[Saved data entries]
= Beginning of Section =

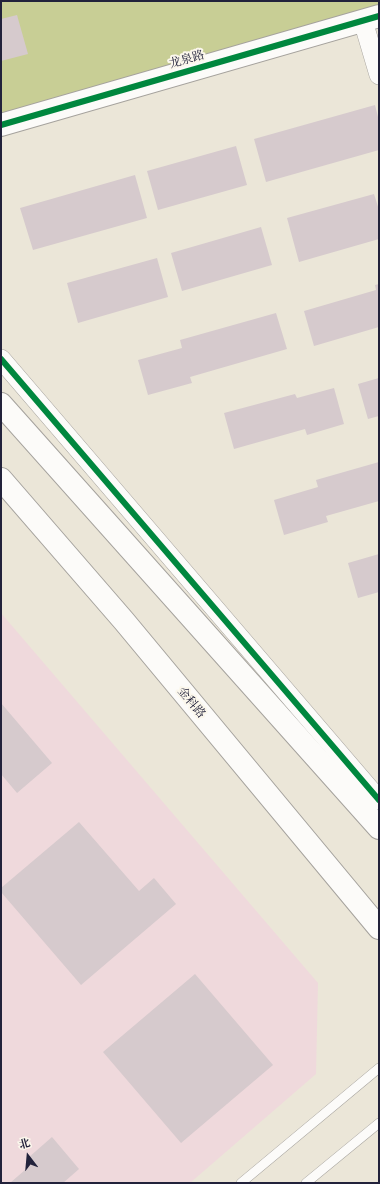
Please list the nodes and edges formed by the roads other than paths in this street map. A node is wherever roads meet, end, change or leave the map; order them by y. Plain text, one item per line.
1 (371, 19) edge
2 (379, 74) edge
3 (1, 126) edge
4 (1, 359) edge
5 (1, 404) edge
6 (1, 479) edge
7 (379, 800) edge
8 (379, 828) edge
9 (379, 928) edge
10 (379, 1068) edge
11 (379, 1123) edge
12 (241, 1183) edge
13 (306, 1183) edge

1 - 2 street
1 - 3 main road, 龙泉路
4 - 7 street
5 - 8 main road
6 - 9 main road, 金科路
10 - 12 lane
11 - 13 lane

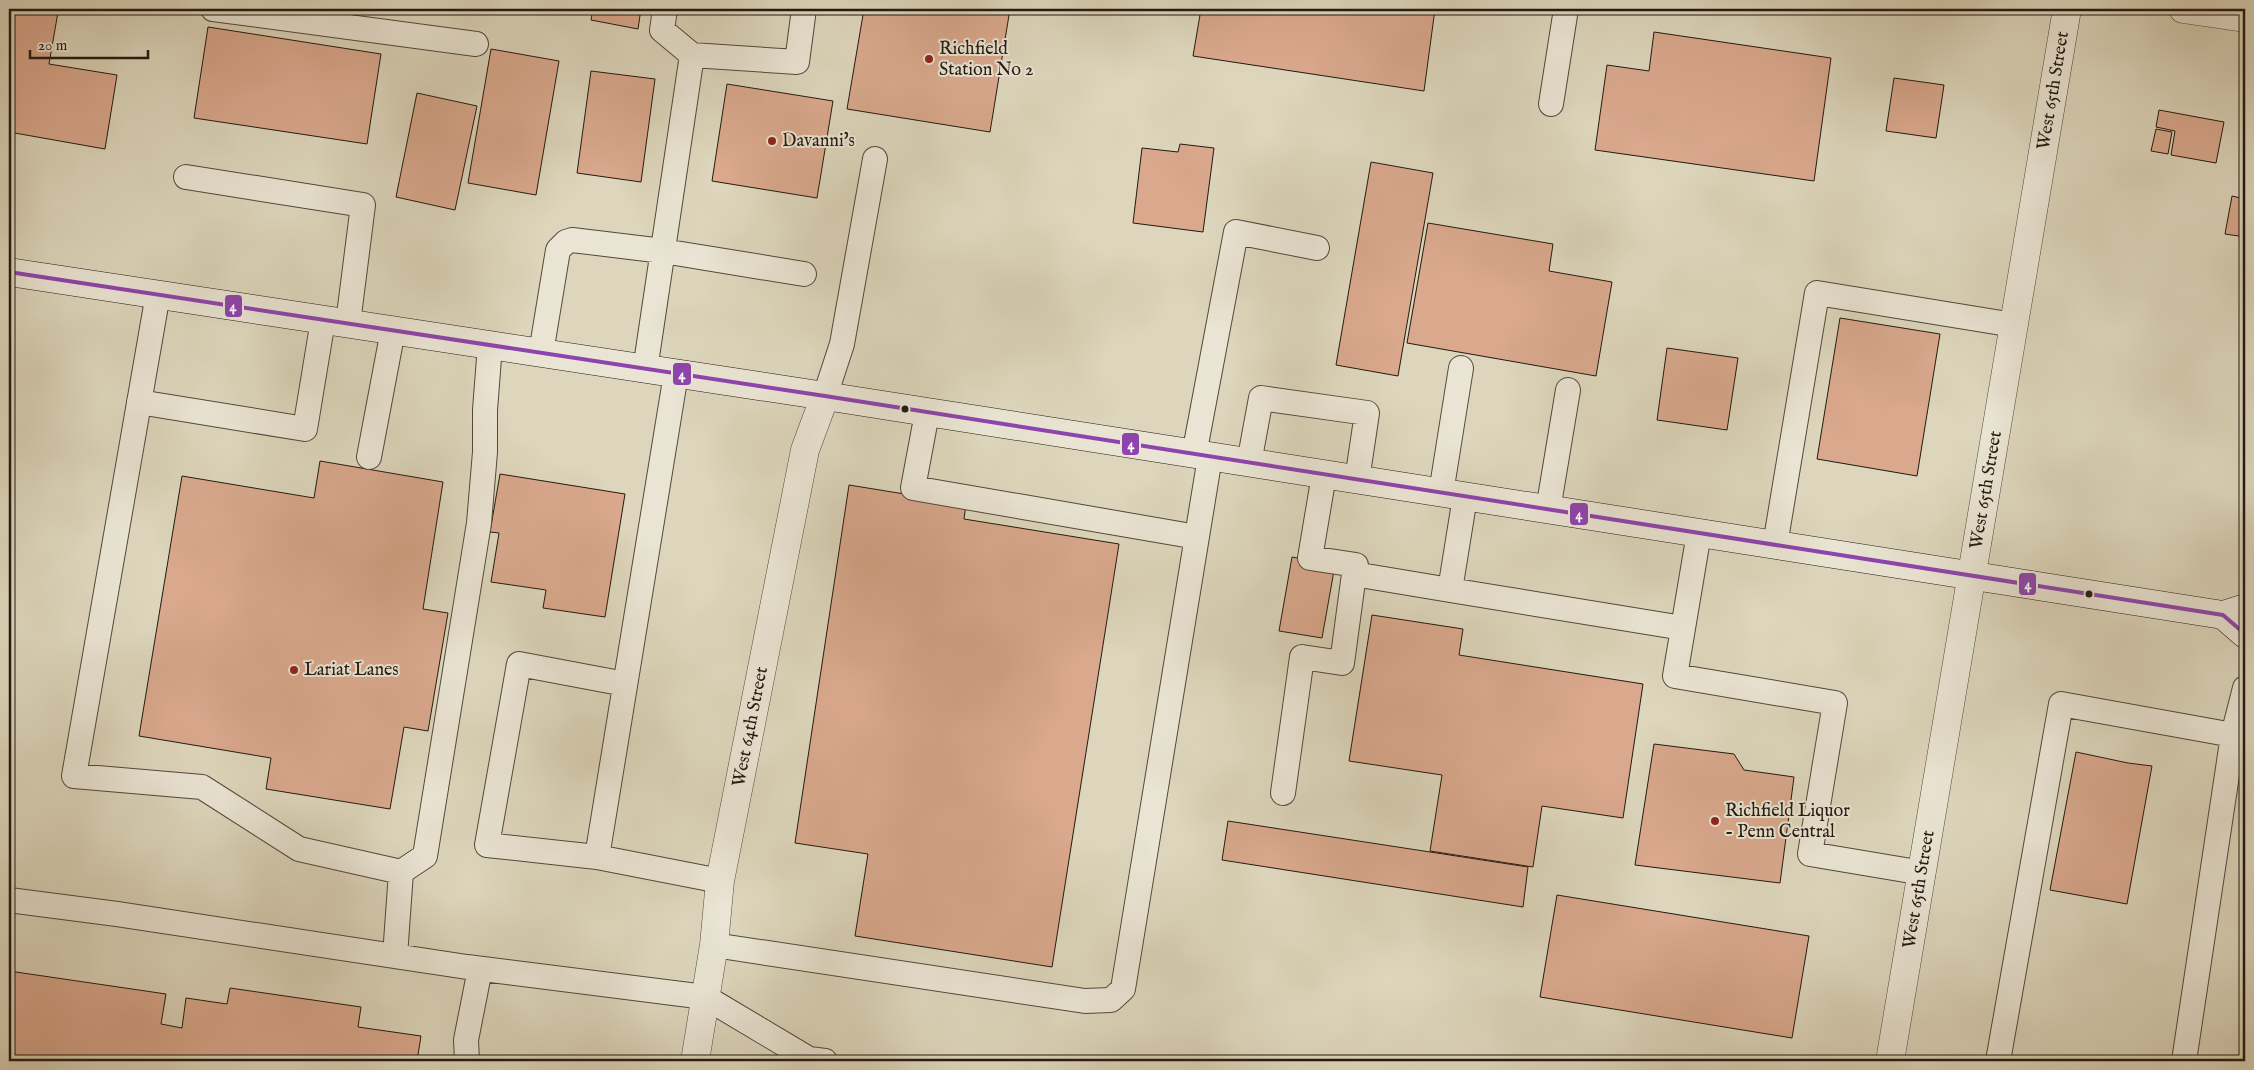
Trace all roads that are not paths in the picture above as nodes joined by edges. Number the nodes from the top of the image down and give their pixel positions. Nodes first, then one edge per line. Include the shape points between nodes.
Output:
1 (213, 9) edge
2 (665, 9) edge
3 (804, 9) edge
4 (1566, 9) edge
5 (2067, 9) edge
6 (2183, 9) edge
7 (2245, 18) edge
8 (476, 44) dead end
9 (692, 55) junction
10 (1551, 104) dead end
11 (875, 158) dead end
12 (186, 177) dead end
13 (1317, 248) dead end
14 (663, 251) junction
15 (9, 272) edge
16 (804, 274) dead end
17 (158, 294) junction
18 (336, 321) junction
19 (2014, 325) junction
20 (393, 330) junction
21 (490, 345) junction
22 (541, 353) junction
23 (1461, 368) dead end
24 (645, 370) junction
25 (676, 374) junction
26 (1568, 390) dead end
27 (825, 396) junction
28 (139, 402) junction
29 (927, 413) junction
30 (1202, 456) junction
31 (369, 457) dead end
32 (1249, 464) junction
33 (1324, 475) junction
34 (1357, 480) junction
35 (1453, 495) junction
36 (1548, 510) junction
37 (1699, 533) junction
38 (1197, 537) junction
39 (1775, 545) junction
40 (1354, 574) junction
41 (1972, 576) junction
42 (1450, 590) junction
43 (2234, 612) edge
44 (1683, 628) junction
45 (2245, 634) edge
46 (625, 684) junction
47 (2245, 688) edge
48 (2239, 736) edge
49 (1282, 793) dead end
50 (596, 857) junction
51 (401, 872) junction
52 (1923, 873) junction
53 (720, 881) junction
54 (9, 900) edge
55 (714, 945) junction
56 (395, 956) junction
57 (480, 969) junction
58 (706, 997) junction
59 (467, 1061) edge
60 (695, 1061) edge
61 (825, 1061) edge
62 (1890, 1061) edge
63 (1998, 1061) edge
64 (2184, 1061) edge

1 - 8 lane
2 - 9 lane via 662,30
3 - 9 lane via 797,62
4 - 10 lane
5 - 19 main road, West 65th Street
6 - 7 main road
9 - 14 lane
11 - 27 lane via 842,344
12 - 18 lane via 363,205
13 - 30 lane via 1236,232
14 - 16 lane
14 - 22 lane via 572,240 566,242 558,250
14 - 24 lane
15 - 17 main road
17 - 18 main road
17 - 28 lane
18 - 20 main road
18 - 28 lane via 306,429
19 - 39 lane via 1817,293
19 - 41 main road, West 65th Street
20 - 21 main road
20 - 31 lane
21 - 22 main road
21 - 51 lane via 479,523 425,856
22 - 24 main road
23 - 35 lane
24 - 25 main road
25 - 27 main road
25 - 46 lane
26 - 36 lane
27 - 29 main road
27 - 53 main road, West 64th Street via 805,450
28 - 51 lane via 74,776 202,786 299,850
29 - 30 main road
29 - 38 lane via 912,488
30 - 32 main road
30 - 38 lane
32 - 33 main road
32 - 34 lane via 1261,398 1366,413
33 - 34 main road
33 - 40 lane via 1310,558 1356,566
34 - 35 main road
35 - 36 main road
35 - 42 lane
36 - 37 main road
37 - 39 main road
37 - 44 lane
38 - 55 lane via 1123,989 1111,1000 1085,1001
39 - 41 main road
40 - 42 lane
40 - 49 lane via 1342,663 1302,657
41 - 43 main road
41 - 52 main road, West 65th Street
42 - 44 lane
43 - 45 main road
44 - 52 lane via 1675,676 1835,703 1810,854
46 - 50 lane
46 - 50 lane via 519,664 487,845
47 - 48 lane
48 - 63 lane via 2060,704
48 - 64 lane
50 - 53 lane
51 - 56 lane
52 - 62 main road, West 65th Street
53 - 55 main road, West 64th Street
54 - 56 lane
55 - 58 main road, West 64th Street
56 - 57 lane
57 - 58 lane
57 - 59 lane via 466,1040
58 - 60 main road, West 64th Street
58 - 61 lane via 810,1059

= End of Section =

## Exercise requirements
Write out again exactly the lines from the start of the data above through the line containing "Trace all roads", inclusive, excluding any pictures.

## Result for this exercise
Please list the nodes and edges formed by the roads other than paths in this street map. A node is wherever roads meet, end, change or leave the map; order them by y. Plain text, one item per line.
1 (371, 19) edge
2 (379, 74) edge
3 (1, 126) edge
4 (1, 359) edge
5 (1, 404) edge
6 (1, 479) edge
7 (379, 800) edge
8 (379, 828) edge
9 (379, 928) edge
10 (379, 1068) edge
11 (379, 1123) edge
12 (241, 1183) edge
13 (306, 1183) edge

1 - 2 street
1 - 3 main road, 龙泉路
4 - 7 street
5 - 8 main road
6 - 9 main road, 金科路
10 - 12 lane
11 - 13 lane

Trace all roads that are not paths in the picture above as nodes joined by edges. Number the nodes from the top of the image down and give their pixel positions. Nodes first, then one edge per line. Include the shape points between nodes.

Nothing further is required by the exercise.